Top of Extracted entries
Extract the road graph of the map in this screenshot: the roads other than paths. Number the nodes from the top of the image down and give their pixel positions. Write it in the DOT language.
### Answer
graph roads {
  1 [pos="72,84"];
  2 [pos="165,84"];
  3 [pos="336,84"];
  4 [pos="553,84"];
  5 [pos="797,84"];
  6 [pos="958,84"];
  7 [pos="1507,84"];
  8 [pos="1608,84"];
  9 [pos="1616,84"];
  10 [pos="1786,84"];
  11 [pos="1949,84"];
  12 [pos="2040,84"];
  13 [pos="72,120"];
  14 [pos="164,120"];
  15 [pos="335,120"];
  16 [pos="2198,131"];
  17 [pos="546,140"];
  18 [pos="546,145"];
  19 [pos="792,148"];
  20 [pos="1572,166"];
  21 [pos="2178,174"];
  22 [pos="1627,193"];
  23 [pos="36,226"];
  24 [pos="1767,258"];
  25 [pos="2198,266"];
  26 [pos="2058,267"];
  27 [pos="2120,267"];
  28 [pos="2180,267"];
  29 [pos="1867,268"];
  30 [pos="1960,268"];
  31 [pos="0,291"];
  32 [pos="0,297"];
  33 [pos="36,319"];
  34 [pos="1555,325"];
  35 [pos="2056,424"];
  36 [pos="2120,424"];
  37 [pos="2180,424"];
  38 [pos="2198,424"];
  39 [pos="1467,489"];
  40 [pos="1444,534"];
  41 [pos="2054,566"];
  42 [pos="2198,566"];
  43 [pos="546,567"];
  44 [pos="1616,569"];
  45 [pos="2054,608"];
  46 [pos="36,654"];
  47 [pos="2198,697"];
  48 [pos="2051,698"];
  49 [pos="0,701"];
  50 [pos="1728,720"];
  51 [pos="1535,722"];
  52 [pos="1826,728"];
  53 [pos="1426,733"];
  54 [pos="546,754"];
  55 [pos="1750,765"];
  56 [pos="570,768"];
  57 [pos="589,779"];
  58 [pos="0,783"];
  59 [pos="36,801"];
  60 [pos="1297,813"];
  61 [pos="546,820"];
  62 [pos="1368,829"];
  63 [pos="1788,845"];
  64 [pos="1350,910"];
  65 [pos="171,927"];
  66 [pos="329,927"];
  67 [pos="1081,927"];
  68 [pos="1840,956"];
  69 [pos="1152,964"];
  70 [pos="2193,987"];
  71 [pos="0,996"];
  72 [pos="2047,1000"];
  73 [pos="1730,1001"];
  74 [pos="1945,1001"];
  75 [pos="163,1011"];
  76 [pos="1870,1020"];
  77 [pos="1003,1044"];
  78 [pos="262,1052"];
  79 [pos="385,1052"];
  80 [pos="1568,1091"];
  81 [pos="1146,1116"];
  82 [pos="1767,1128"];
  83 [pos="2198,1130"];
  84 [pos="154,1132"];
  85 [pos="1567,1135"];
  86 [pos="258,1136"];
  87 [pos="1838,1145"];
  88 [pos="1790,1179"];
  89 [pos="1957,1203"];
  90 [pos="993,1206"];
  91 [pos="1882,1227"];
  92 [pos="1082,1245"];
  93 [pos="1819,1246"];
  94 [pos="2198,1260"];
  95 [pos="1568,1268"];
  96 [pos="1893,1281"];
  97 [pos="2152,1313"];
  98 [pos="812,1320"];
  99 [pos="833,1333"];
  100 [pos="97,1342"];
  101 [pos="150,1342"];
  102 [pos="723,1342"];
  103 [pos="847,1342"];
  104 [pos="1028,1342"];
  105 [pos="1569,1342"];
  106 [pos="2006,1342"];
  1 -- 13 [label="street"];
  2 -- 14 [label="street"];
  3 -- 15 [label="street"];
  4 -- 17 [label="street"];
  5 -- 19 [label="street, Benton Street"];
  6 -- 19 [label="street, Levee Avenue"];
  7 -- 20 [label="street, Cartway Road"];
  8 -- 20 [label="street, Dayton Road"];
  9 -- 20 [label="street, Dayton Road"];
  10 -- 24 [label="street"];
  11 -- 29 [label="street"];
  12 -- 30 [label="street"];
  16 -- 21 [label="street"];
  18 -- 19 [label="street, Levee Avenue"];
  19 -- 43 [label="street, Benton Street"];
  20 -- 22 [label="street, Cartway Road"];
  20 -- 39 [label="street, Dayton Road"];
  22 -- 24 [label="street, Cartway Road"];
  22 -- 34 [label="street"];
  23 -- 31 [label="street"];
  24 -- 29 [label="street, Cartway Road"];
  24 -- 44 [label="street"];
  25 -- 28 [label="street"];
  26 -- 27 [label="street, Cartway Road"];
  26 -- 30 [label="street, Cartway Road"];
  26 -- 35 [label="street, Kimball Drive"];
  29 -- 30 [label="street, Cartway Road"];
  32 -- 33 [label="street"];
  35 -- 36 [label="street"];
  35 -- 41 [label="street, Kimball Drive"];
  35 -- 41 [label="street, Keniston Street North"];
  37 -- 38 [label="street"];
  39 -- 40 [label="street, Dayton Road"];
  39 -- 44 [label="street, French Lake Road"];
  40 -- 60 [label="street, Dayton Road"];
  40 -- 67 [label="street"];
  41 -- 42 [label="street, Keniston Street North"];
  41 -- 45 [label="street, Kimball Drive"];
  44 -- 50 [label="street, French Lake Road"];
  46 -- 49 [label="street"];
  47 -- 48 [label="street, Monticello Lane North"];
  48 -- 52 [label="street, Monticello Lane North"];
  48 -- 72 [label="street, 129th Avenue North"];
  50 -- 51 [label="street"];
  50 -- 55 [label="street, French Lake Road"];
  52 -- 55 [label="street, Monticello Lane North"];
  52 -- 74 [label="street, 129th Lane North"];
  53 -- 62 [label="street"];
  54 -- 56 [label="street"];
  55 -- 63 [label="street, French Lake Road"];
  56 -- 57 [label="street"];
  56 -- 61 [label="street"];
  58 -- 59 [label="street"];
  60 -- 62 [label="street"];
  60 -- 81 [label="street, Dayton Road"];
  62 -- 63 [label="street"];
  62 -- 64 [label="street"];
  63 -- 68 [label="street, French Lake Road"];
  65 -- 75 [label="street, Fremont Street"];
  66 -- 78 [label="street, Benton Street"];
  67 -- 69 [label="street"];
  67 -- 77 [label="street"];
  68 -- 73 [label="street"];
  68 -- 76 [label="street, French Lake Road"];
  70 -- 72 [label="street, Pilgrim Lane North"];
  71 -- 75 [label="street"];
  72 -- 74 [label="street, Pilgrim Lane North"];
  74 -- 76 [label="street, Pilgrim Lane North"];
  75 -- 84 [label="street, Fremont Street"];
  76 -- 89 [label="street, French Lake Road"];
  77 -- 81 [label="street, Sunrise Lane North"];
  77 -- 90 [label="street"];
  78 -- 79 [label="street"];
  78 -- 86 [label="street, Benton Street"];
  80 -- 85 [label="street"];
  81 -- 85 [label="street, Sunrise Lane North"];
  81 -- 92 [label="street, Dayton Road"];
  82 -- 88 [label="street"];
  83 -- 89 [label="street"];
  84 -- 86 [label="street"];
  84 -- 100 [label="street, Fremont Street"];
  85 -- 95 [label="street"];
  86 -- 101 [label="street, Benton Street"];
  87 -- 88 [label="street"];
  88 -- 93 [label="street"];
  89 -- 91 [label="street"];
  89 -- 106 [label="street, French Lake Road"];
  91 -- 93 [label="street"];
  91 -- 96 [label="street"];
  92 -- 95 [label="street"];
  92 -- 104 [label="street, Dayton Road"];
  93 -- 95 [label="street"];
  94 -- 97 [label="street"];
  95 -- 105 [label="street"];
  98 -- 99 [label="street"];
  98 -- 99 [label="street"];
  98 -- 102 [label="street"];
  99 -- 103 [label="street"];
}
Bottom of Extracted entries
- Work instructions -
Output the entire listing above without leaving out or altering anything.

- Exercise result -
Extract the road graph of the map in this screenshot: the roads other than paths. Number the nodes from the top of the image down and give their pixel positions. Write it in the DOT language.
### Answer
graph roads {
  1 [pos="72,84"];
  2 [pos="165,84"];
  3 [pos="336,84"];
  4 [pos="553,84"];
  5 [pos="797,84"];
  6 [pos="958,84"];
  7 [pos="1507,84"];
  8 [pos="1608,84"];
  9 [pos="1616,84"];
  10 [pos="1786,84"];
  11 [pos="1949,84"];
  12 [pos="2040,84"];
  13 [pos="72,120"];
  14 [pos="164,120"];
  15 [pos="335,120"];
  16 [pos="2198,131"];
  17 [pos="546,140"];
  18 [pos="546,145"];
  19 [pos="792,148"];
  20 [pos="1572,166"];
  21 [pos="2178,174"];
  22 [pos="1627,193"];
  23 [pos="36,226"];
  24 [pos="1767,258"];
  25 [pos="2198,266"];
  26 [pos="2058,267"];
  27 [pos="2120,267"];
  28 [pos="2180,267"];
  29 [pos="1867,268"];
  30 [pos="1960,268"];
  31 [pos="0,291"];
  32 [pos="0,297"];
  33 [pos="36,319"];
  34 [pos="1555,325"];
  35 [pos="2056,424"];
  36 [pos="2120,424"];
  37 [pos="2180,424"];
  38 [pos="2198,424"];
  39 [pos="1467,489"];
  40 [pos="1444,534"];
  41 [pos="2054,566"];
  42 [pos="2198,566"];
  43 [pos="546,567"];
  44 [pos="1616,569"];
  45 [pos="2054,608"];
  46 [pos="36,654"];
  47 [pos="2198,697"];
  48 [pos="2051,698"];
  49 [pos="0,701"];
  50 [pos="1728,720"];
  51 [pos="1535,722"];
  52 [pos="1826,728"];
  53 [pos="1426,733"];
  54 [pos="546,754"];
  55 [pos="1750,765"];
  56 [pos="570,768"];
  57 [pos="589,779"];
  58 [pos="0,783"];
  59 [pos="36,801"];
  60 [pos="1297,813"];
  61 [pos="546,820"];
  62 [pos="1368,829"];
  63 [pos="1788,845"];
  64 [pos="1350,910"];
  65 [pos="171,927"];
  66 [pos="329,927"];
  67 [pos="1081,927"];
  68 [pos="1840,956"];
  69 [pos="1152,964"];
  70 [pos="2193,987"];
  71 [pos="0,996"];
  72 [pos="2047,1000"];
  73 [pos="1730,1001"];
  74 [pos="1945,1001"];
  75 [pos="163,1011"];
  76 [pos="1870,1020"];
  77 [pos="1003,1044"];
  78 [pos="262,1052"];
  79 [pos="385,1052"];
  80 [pos="1568,1091"];
  81 [pos="1146,1116"];
  82 [pos="1767,1128"];
  83 [pos="2198,1130"];
  84 [pos="154,1132"];
  85 [pos="1567,1135"];
  86 [pos="258,1136"];
  87 [pos="1838,1145"];
  88 [pos="1790,1179"];
  89 [pos="1957,1203"];
  90 [pos="993,1206"];
  91 [pos="1882,1227"];
  92 [pos="1082,1245"];
  93 [pos="1819,1246"];
  94 [pos="2198,1260"];
  95 [pos="1568,1268"];
  96 [pos="1893,1281"];
  97 [pos="2152,1313"];
  98 [pos="812,1320"];
  99 [pos="833,1333"];
  100 [pos="97,1342"];
  101 [pos="150,1342"];
  102 [pos="723,1342"];
  103 [pos="847,1342"];
  104 [pos="1028,1342"];
  105 [pos="1569,1342"];
  106 [pos="2006,1342"];
  1 -- 13 [label="street"];
  2 -- 14 [label="street"];
  3 -- 15 [label="street"];
  4 -- 17 [label="street"];
  5 -- 19 [label="street, Benton Street"];
  6 -- 19 [label="street, Levee Avenue"];
  7 -- 20 [label="street, Cartway Road"];
  8 -- 20 [label="street, Dayton Road"];
  9 -- 20 [label="street, Dayton Road"];
  10 -- 24 [label="street"];
  11 -- 29 [label="street"];
  12 -- 30 [label="street"];
  16 -- 21 [label="street"];
  18 -- 19 [label="street, Levee Avenue"];
  19 -- 43 [label="street, Benton Street"];
  20 -- 22 [label="street, Cartway Road"];
  20 -- 39 [label="street, Dayton Road"];
  22 -- 24 [label="street, Cartway Road"];
  22 -- 34 [label="street"];
  23 -- 31 [label="street"];
  24 -- 29 [label="street, Cartway Road"];
  24 -- 44 [label="street"];
  25 -- 28 [label="street"];
  26 -- 27 [label="street, Cartway Road"];
  26 -- 30 [label="street, Cartway Road"];
  26 -- 35 [label="street, Kimball Drive"];
  29 -- 30 [label="street, Cartway Road"];
  32 -- 33 [label="street"];
  35 -- 36 [label="street"];
  35 -- 41 [label="street, Kimball Drive"];
  35 -- 41 [label="street, Keniston Street North"];
  37 -- 38 [label="street"];
  39 -- 40 [label="street, Dayton Road"];
  39 -- 44 [label="street, French Lake Road"];
  40 -- 60 [label="street, Dayton Road"];
  40 -- 67 [label="street"];
  41 -- 42 [label="street, Keniston Street North"];
  41 -- 45 [label="street, Kimball Drive"];
  44 -- 50 [label="street, French Lake Road"];
  46 -- 49 [label="street"];
  47 -- 48 [label="street, Monticello Lane North"];
  48 -- 52 [label="street, Monticello Lane North"];
  48 -- 72 [label="street, 129th Avenue North"];
  50 -- 51 [label="street"];
  50 -- 55 [label="street, French Lake Road"];
  52 -- 55 [label="street, Monticello Lane North"];
  52 -- 74 [label="street, 129th Lane North"];
  53 -- 62 [label="street"];
  54 -- 56 [label="street"];
  55 -- 63 [label="street, French Lake Road"];
  56 -- 57 [label="street"];
  56 -- 61 [label="street"];
  58 -- 59 [label="street"];
  60 -- 62 [label="street"];
  60 -- 81 [label="street, Dayton Road"];
  62 -- 63 [label="street"];
  62 -- 64 [label="street"];
  63 -- 68 [label="street, French Lake Road"];
  65 -- 75 [label="street, Fremont Street"];
  66 -- 78 [label="street, Benton Street"];
  67 -- 69 [label="street"];
  67 -- 77 [label="street"];
  68 -- 73 [label="street"];
  68 -- 76 [label="street, French Lake Road"];
  70 -- 72 [label="street, Pilgrim Lane North"];
  71 -- 75 [label="street"];
  72 -- 74 [label="street, Pilgrim Lane North"];
  74 -- 76 [label="street, Pilgrim Lane North"];
  75 -- 84 [label="street, Fremont Street"];
  76 -- 89 [label="street, French Lake Road"];
  77 -- 81 [label="street, Sunrise Lane North"];
  77 -- 90 [label="street"];
  78 -- 79 [label="street"];
  78 -- 86 [label="street, Benton Street"];
  80 -- 85 [label="street"];
  81 -- 85 [label="street, Sunrise Lane North"];
  81 -- 92 [label="street, Dayton Road"];
  82 -- 88 [label="street"];
  83 -- 89 [label="street"];
  84 -- 86 [label="street"];
  84 -- 100 [label="street, Fremont Street"];
  85 -- 95 [label="street"];
  86 -- 101 [label="street, Benton Street"];
  87 -- 88 [label="street"];
  88 -- 93 [label="street"];
  89 -- 91 [label="street"];
  89 -- 106 [label="street, French Lake Road"];
  91 -- 93 [label="street"];
  91 -- 96 [label="street"];
  92 -- 95 [label="street"];
  92 -- 104 [label="street, Dayton Road"];
  93 -- 95 [label="street"];
  94 -- 97 [label="street"];
  95 -- 105 [label="street"];
  98 -- 99 [label="street"];
  98 -- 99 [label="street"];
  98 -- 102 [label="street"];
  99 -- 103 [label="street"];
}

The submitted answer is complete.